Task item
Copy out every line of the data where the word "Wisse" is found.

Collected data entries
☆ ☆ ☆ ☆ ☆ ☆ ☆

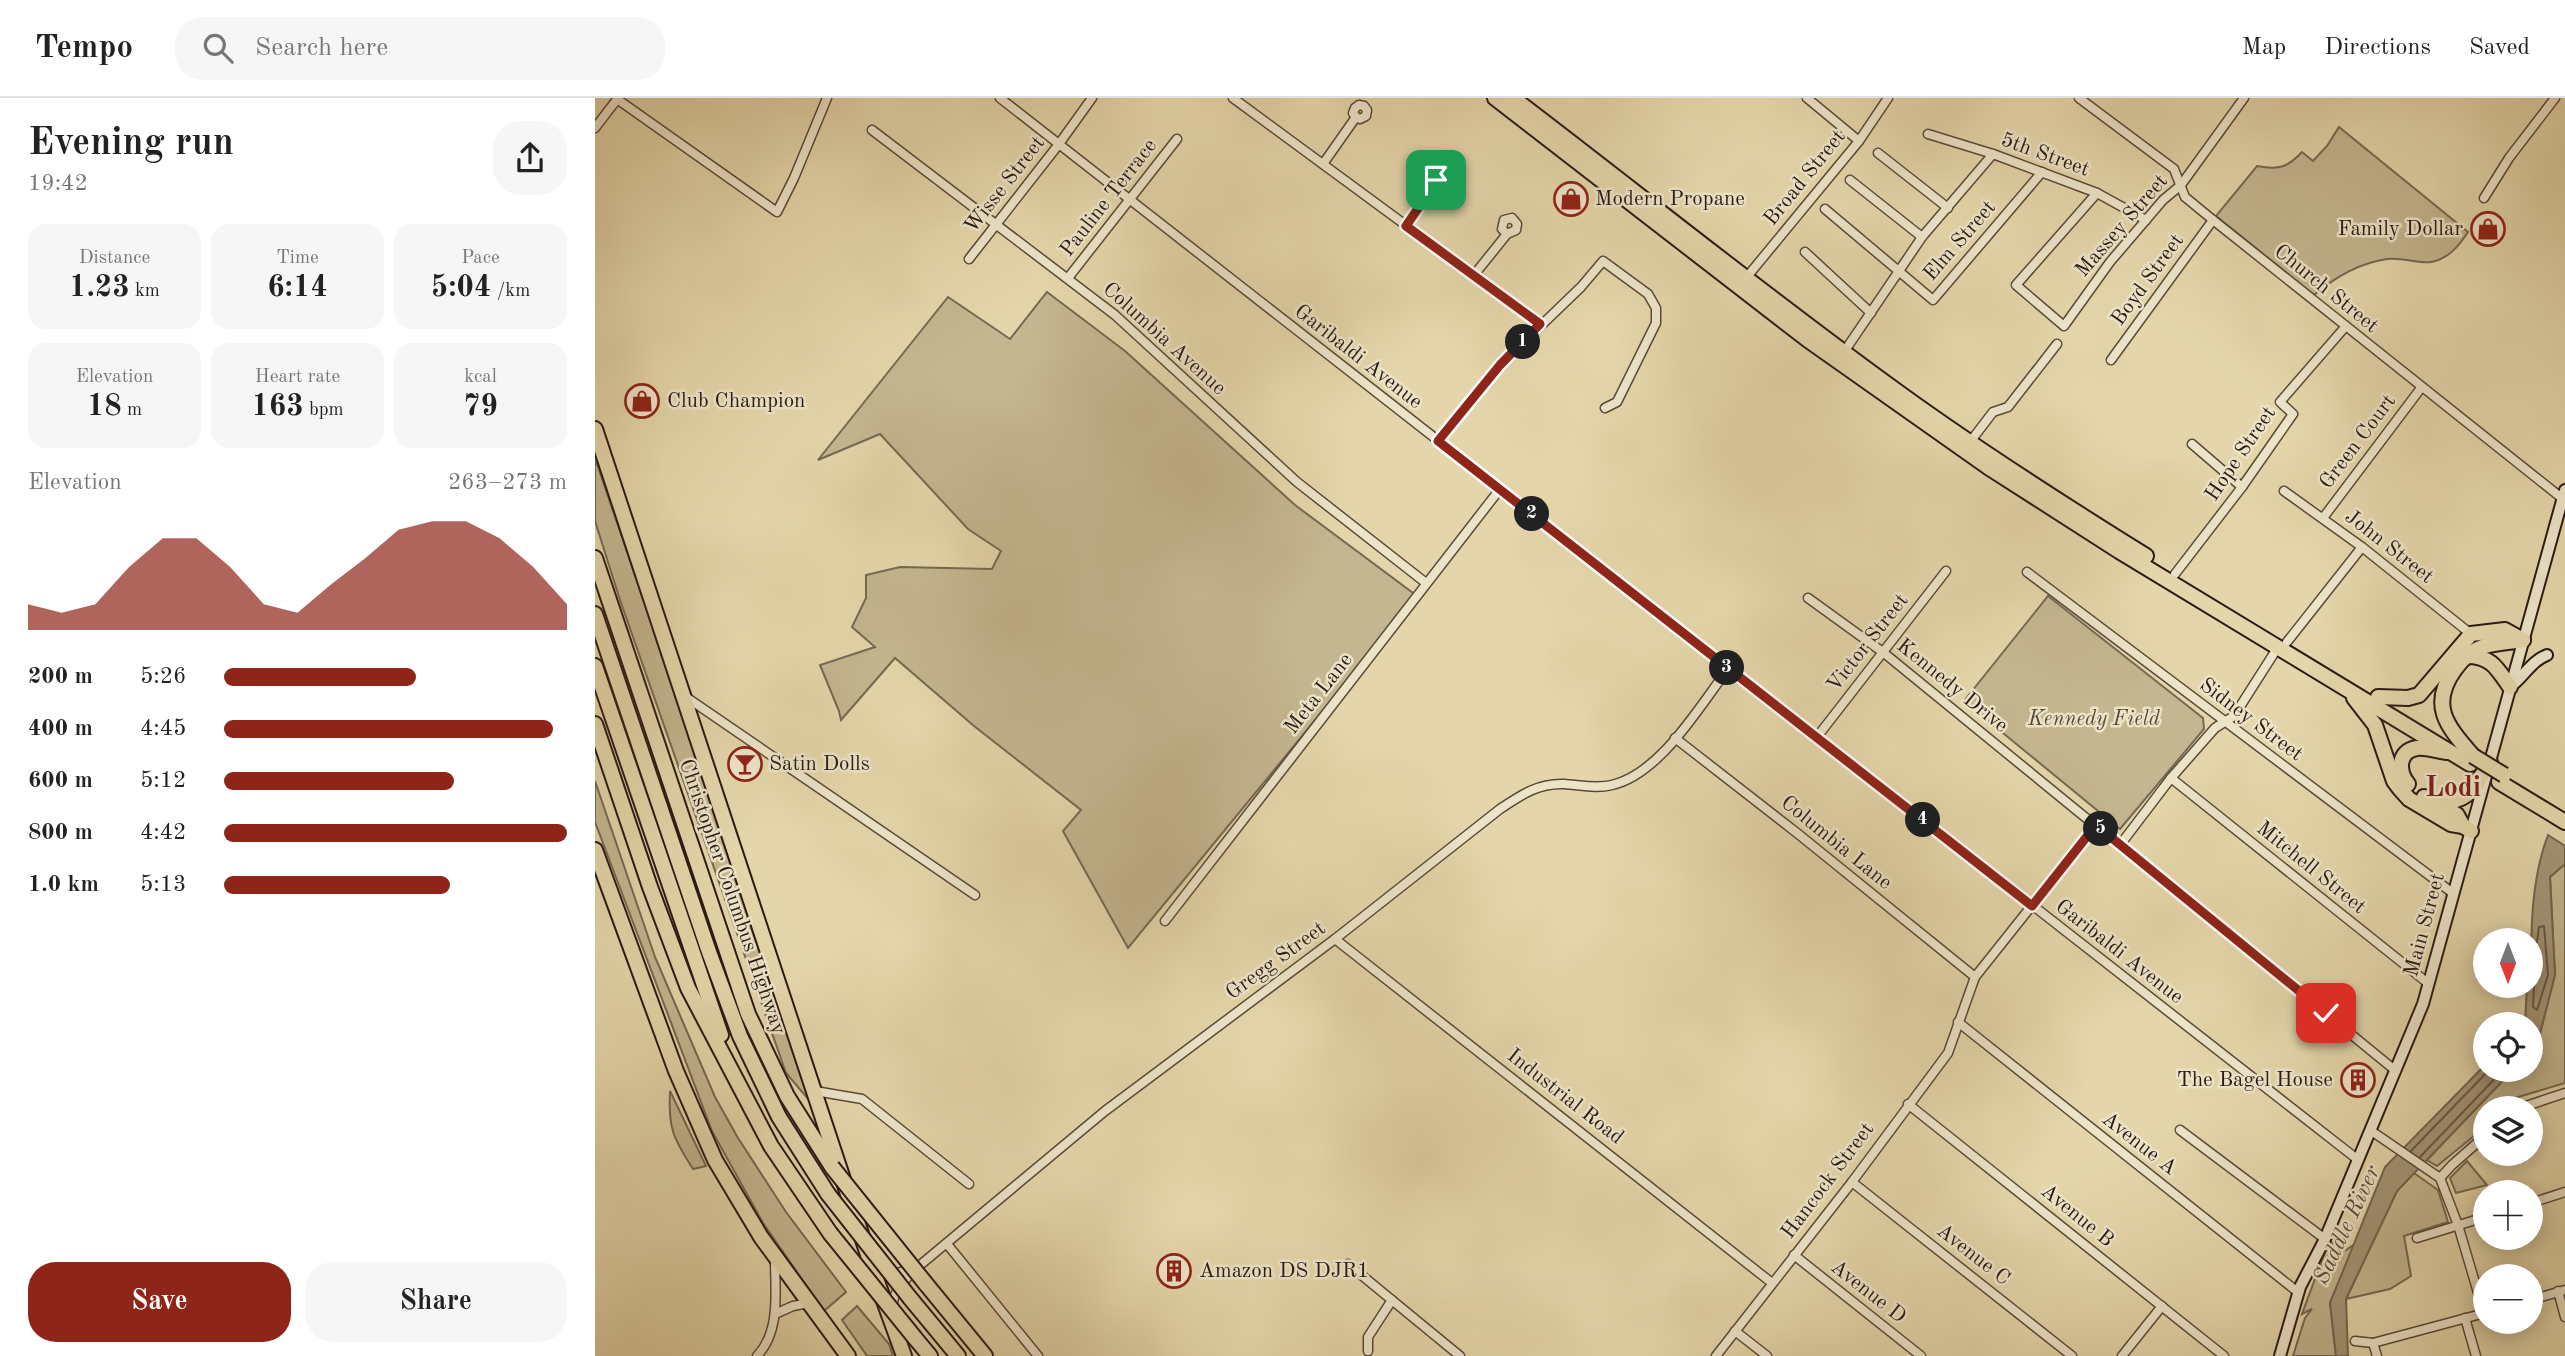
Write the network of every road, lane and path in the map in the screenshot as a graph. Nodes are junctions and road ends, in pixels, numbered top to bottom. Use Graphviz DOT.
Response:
graph roads {
  1 [pos="827,98"];
  2 [pos="1000,98"];
  3 [pos="1092,98"];
  4 [pos="1233,98"];
  5 [pos="1495,98"];
  6 [pos="1513,98"];
  7 [pos="1807,98"];
  8 [pos="1888,98"];
  9 [pos="2079,98"];
  10 [pos="2244,98"];
  11 [pos="2555,98"];
  12 [pos="617,99"];
  13 [pos="1356,117"];
  14 [pos="595,128"];
  15 [pos="872,130"];
  16 [pos="1928,134"];
  17 [pos="1177,139"];
  18 [pos="1859,141"];
  19 [pos="1059,144"];
  20 [pos="1878,153"];
  21 [pos="1993,154"];
  22 [pos="1323,164"];
  23 [pos="2042,172"];
  24 [pos="1850,180"];
  25 [pos="1433,181"];
  26 [pos="2181,185"];
  27 [pos="2097,193"];
  28 [pos="2484,198"];
  29 [pos="1129,200"];
  30 [pos="1948,208"];
  31 [pos="1825,209"];
  32 [pos="2146,220"];
  33 [pos="2213,220"];
  34 [pos="996,224"];
  35 [pos="1406,226"];
  36 [pos="1507,234"];
  37 [pos="1922,237"];
  38 [pos="1805,253"];
  39 [pos="969,258"];
  40 [pos="1899,272"];
  41 [pos="1473,275"];
  42 [pos="1068,278"];
  43 [pos="1747,278"];
  44 [pos="1871,313"];
  45 [pos="1540,324"];
  46 [pos="2346,326"];
  47 [pos="2057,344"];
  48 [pos="1844,352"];
  49 [pos="2111,360"];
  50 [pos="2421,388"];
  51 [pos="1605,408"];
  52 [pos="595,429"];
  53 [pos="1438,441"];
  54 [pos="1970,442"];
  55 [pos="2192,444"];
  56 [pos="2242,487"];
  57 [pos="1500,489"];
  58 [pos="2284,491"];
  59 [pos="2564,494"];
  60 [pos="2323,518"];
  61 [pos="2362,547"];
  62 [pos="595,558"];
  63 [pos="1946,571"];
  64 [pos="2027,572"];
  65 [pos="2175,574"];
  66 [pos="1426,583"];
  67 [pos="1808,598"];
  68 [pos="595,614"];
  69 [pos="2471,634"];
  70 [pos="2523,640"];
  71 [pos="2282,645"];
  72 [pos="1884,653"];
  73 [pos="2547,655"];
  74 [pos="2467,656"];
  75 [pos="595,666"];
  76 [pos="1728,669"];
  77 [pos="2510,687"];
  78 [pos="2347,689"];
  79 [pos="684,696"];
  80 [pos="2378,697"];
  81 [pos="2223,721"];
  82 [pos="595,724"];
  83 [pos="1817,737"];
  84 [pos="1675,738"];
  85 [pos="595,741"];
  86 [pos="2452,753"];
  87 [pos="2471,760"];
  88 [pos="2490,762"];
  89 [pos="2171,779"];
  90 [pos="622,803"];
  91 [pos="2437,804"];
  92 [pos="2557,810"];
  93 [pos="2565,822"];
  94 [pos="2096,825"];
  95 [pos="2467,829"];
  96 [pos="2120,845"];
  97 [pos="595,850"];
  98 [pos="595,868"];
  99 [pos="2454,894"];
  100 [pos="975,895"];
  101 [pos="2032,906"];
  102 [pos="1165,921"];
  103 [pos="1335,939"];
  104 [pos="630,945"];
  105 [pos="1975,977"];
  106 [pos="2429,984"];
  107 [pos="1958,1022"];
  108 [pos="2396,1071"];
  109 [pos="815,1091"];
  110 [pos="2565,1093"];
  111 [pos="743,1095"];
  112 [pos="2543,1100"];
  113 [pos="1908,1104"];
  114 [pos="2370,1129"];
  115 [pos="2181,1130"];
  116 [pos="2473,1147"];
  117 [pos="2357,1159"];
  118 [pos="2440,1178"];
  119 [pos="1852,1182"];
  120 [pos="969,1184"];
  121 [pos="2565,1192"];
  122 [pos="2543,1199"];
  123 [pos="2473,1221"];
  124 [pos="2458,1225"];
  125 [pos="2417,1238"];
  126 [pos="2325,1239"];
  127 [pos="947,1244"];
  128 [pos="1794,1255"];
  129 [pos="775,1256"];
  130 [pos="871,1261"];
  131 [pos="1348,1264"];
  132 [pos="919,1266"];
  133 [pos="2473,1276"];
  134 [pos="1772,1283"];
  135 [pos="2561,1291"];
  136 [pos="2299,1293"];
  137 [pos="2543,1296"];
  138 [pos="1392,1300"];
  139 [pos="809,1303"];
  140 [pos="2162,1306"];
  141 [pos="775,1314"];
  142 [pos="2473,1316"];
  143 [pos="2565,1317"];
  144 [pos="2465,1318"];
  145 [pos="892,1323"];
  146 [pos="1735,1331"];
  147 [pos="2355,1341"];
  148 [pos="2373,1343"];
  149 [pos="1368,1351"];
  150 [pos="757,1356"];
  151 [pos="848,1356"];
  152 [pos="904,1356"];
  153 [pos="930,1356"];
  154 [pos="958,1356"];
  155 [pos="985,1356"];
  156 [pos="1038,1356"];
  157 [pos="1460,1356"];
  158 [pos="1716,1356"];
  159 [pos="1767,1356"];
  160 [pos="1921,1356"];
  161 [pos="2073,1356"];
  162 [pos="2122,1356"];
  163 [pos="2224,1356"];
  164 [pos="2280,1356"];
  165 [pos="2377,1356"];
  166 [pos="2476,1356"];
  1 -- 12 [label="street"];
  2 -- 19 [label="street, Garibaldi Avenue"];
  3 -- 19 [label="street, Wisse Street"];
  4 -- 22 [label="street"];
  5 -- 71 [label="highway"];
  6 -- 43 [label="highway"];
  7 -- 18 [label="street"];
  8 -- 18 [label="street, Broad Street"];
  9 -- 26 [label="street, Church Street"];
  10 -- 26 [label="street, Massey Street"];
  11 -- 28 [label="street"];
  12 -- 14 [label="street"];
  13 -- 22 [label="street"];
  15 -- 34 [label="street, Columbia Avenue"];
  16 -- 21 [label="street, 5th Street"];
  17 -- 29 [label="street, Pauline Terrace"];
  18 -- 43 [label="street, Broad Street"];
  19 -- 29 [label="street, Garibaldi Avenue"];
  19 -- 34 [label="street, Wisse Street"];
  20 -- 30 [label="street"];
  21 -- 23 [label="street, 5th Street"];
  21 -- 30 [label="street"];
  22 -- 35 [label="street"];
  23 -- 27 [label="street, 5th Street"];
  23 -- 40 [label="street, Elm Street"];
  24 -- 37 [label="street"];
  25 -- 35 [label="street"];
  26 -- 32 [label="street, Massey Street"];
  26 -- 33 [label="street, Church Street"];
  27 -- 32 [label="street, 5th Street"];
  27 -- 32 [label="street, Massey Street"];
  29 -- 42 [label="street, Pauline Terrace"];
  29 -- 53 [label="street, Garibaldi Avenue"];
  30 -- 37 [label="street"];
  31 -- 40 [label="street"];
  33 -- 46 [label="street, Church Street"];
  33 -- 49 [label="street, Boyd Street"];
  34 -- 39 [label="street, Wisse Street"];
  34 -- 42 [label="street, Columbia Avenue"];
  35 -- 41 [label="street"];
  36 -- 41 [label="street"];
  37 -- 40 [label="street"];
  38 -- 44 [label="street"];
  40 -- 44 [label="street"];
  41 -- 45 [label="street"];
  42 -- 66 [label="street, Columbia Avenue"];
  43 -- 48 [label="highway"];
  44 -- 48 [label="street"];
  45 -- 51 [label="street"];
  45 -- 53 [label="street"];
  46 -- 50 [label="street, Church Street"];
  46 -- 56 [label="street, Hope Street"];
  47 -- 54 [label="street"];
  48 -- 54 [label="highway"];
  50 -- 59 [label="street, Church Street"];
  50 -- 60 [label="street, Green Court"];
  52 -- 79 [label="highway"];
  53 -- 57 [label="street, Garibaldi Avenue"];
  54 -- 65 [label="highway"];
  55 -- 56 [label="street"];
  56 -- 65 [label="street, Hope Street"];
  57 -- 66 [label="street, Meta Lane"];
  57 -- 76 [label="street, Garibaldi Avenue"];
  58 -- 60 [label="street, John Street"];
  59 -- 70 [label="street, Main Street"];
  60 -- 61 [label="street, John Street"];
  61 -- 69 [label="street, John Street"];
  61 -- 71 [label="street"];
  62 -- 155 [label="highway, Christopher Columbus Highway, bridge"];
  63 -- 72 [label="street, Victor Street"];
  64 -- 81 [label="street, Sidney Street"];
  65 -- 71 [label="highway"];
  66 -- 102 [label="street, Meta Lane"];
  67 -- 72 [label="street, Kennedy Drive"];
  68 -- 154 [label="highway, Christopher Columbus Highway, bridge"];
  69 -- 70 [label="highway"];
  69 -- 80 [label="highway"];
  70 -- 74 [label="highway"];
  70 -- 77 [label="street, Main Street"];
  71 -- 78 [label="highway"];
  71 -- 80 [label="highway"];
  71 -- 81 [label="street"];
  72 -- 83 [label="street, Victor Street"];
  72 -- 94 [label="street, Kennedy Drive"];
  73 -- 77 [label="street"];
  74 -- 77 [label="highway"];
  74 -- 87 [label="highway"];
  75 -- 111 [label="highway"];
  76 -- 83 [label="street, Garibaldi Avenue"];
  76 -- 84 [label="street, Gregg Street"];
  77 -- 88 [label="street, Main Street"];
  78 -- 86 [label="highway"];
  78 -- 95 [label="highway"];
  79 -- 100 [label="street"];
  79 -- 109 [label="highway"];
  80 -- 87 [label="highway"];
  81 -- 89 [label="street"];
  81 -- 99 [label="street, Sidney Street"];
  82 -- 90 [label="highway"];
  83 -- 101 [label="street, Garibaldi Avenue"];
  84 -- 103 [label="street, Gregg Street"];
  84 -- 105 [label="street, Columbia Lane"];
  85 -- 90 [label="highway"];
  86 -- 87 [label="highway"];
  86 -- 91 [label="highway"];
  87 -- 92 [label="highway"];
  88 -- 91 [label="highway"];
  88 -- 95 [label="street, Main Street"];
  89 -- 96 [label="street"];
  89 -- 106 [label="street, Mitchell Street"];
  90 -- 111 [label="highway"];
  91 -- 95 [label="highway"];
  92 -- 93 [label="highway"];
  94 -- 96 [label="street, Kennedy Drive"];
  94 -- 101 [label="street, Hancock Street"];
  95 -- 99 [label="street, Main Street"];
  96 -- 108 [label="street, Kennedy Drive"];
  97 -- 104 [label="highway"];
  98 -- 104 [label="highway"];
  99 -- 106 [label="street, Main Street"];
  101 -- 105 [label="street, Hancock Street"];
  101 -- 117 [label="street, Garibaldi Avenue"];
  103 -- 127 [label="street, Gregg Street"];
  103 -- 134 [label="street, Industrial Road"];
  104 -- 129 [label="highway"];
  105 -- 107 [label="street, Hancock Street"];
  106 -- 108 [label="street, Main Street"];
  107 -- 113 [label="street, Hancock Street"];
  107 -- 136 [label="street, Avenue A"];
  108 -- 114 [label="street, Main Street"];
  109 -- 120 [label="street"];
  109 -- 130 [label="highway"];
  110 -- 112 [label="street"];
  111 -- 153 [label="highway, bridge"];
  113 -- 119 [label="street, Hancock Street"];
  113 -- 140 [label="street, Avenue B"];
  114 -- 117 [label="street, Main Street"];
  114 -- 118 [label="street"];
  115 -- 126 [label="street"];
  116 -- 118 [label="street"];
  117 -- 126 [label="street, Main Street"];
  118 -- 124 [label="street"];
  119 -- 128 [label="street, Hancock Street"];
  119 -- 161 [label="street, Avenue C"];
  121 -- 122 [label="street"];
  123 -- 124 [label="street"];
  124 -- 125 [label="street"];
  124 -- 133 [label="street"];
  126 -- 136 [label="street, Main Street"];
  127 -- 132 [label="street, Gregg Street"];
  127 -- 156 [label="street"];
  128 -- 134 [label="street, Hancock Street"];
  128 -- 160 [label="street, Avenue D"];
  129 -- 139 [label="highway"];
  129 -- 141 [label="street"];
  130 -- 132 [label="street"];
  130 -- 145 [label="highway"];
  131 -- 138 [label="street"];
  132 -- 145 [label="street, Gregg Street"];
  134 -- 146 [label="street, Hancock Street"];
  135 -- 137 [label="street"];
  135 -- 143 [label="street"];
  136 -- 164 [label="street, Main Street"];
  138 -- 149 [label="street"];
  138 -- 157 [label="street"];
  139 -- 141 [label="street"];
  139 -- 151 [label="highway"];
  140 -- 162 [label="street"];
  140 -- 163 [label="street, Avenue B"];
  141 -- 150 [label="street"];
  142 -- 144 [label="street"];
  144 -- 148 [label="street"];
  144 -- 166 [label="street"];
  145 -- 152 [label="highway"];
  146 -- 158 [label="street, Hancock Street"];
  146 -- 159 [label="street"];
  147 -- 148 [label="street"];
  148 -- 165 [label="street"];
}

☆ ☆ ☆ ☆ ☆ ☆ ☆

Completed exercise
  3 -- 19 [label="street, Wisse Street"];
  19 -- 34 [label="street, Wisse Street"];
  34 -- 39 [label="street, Wisse Street"];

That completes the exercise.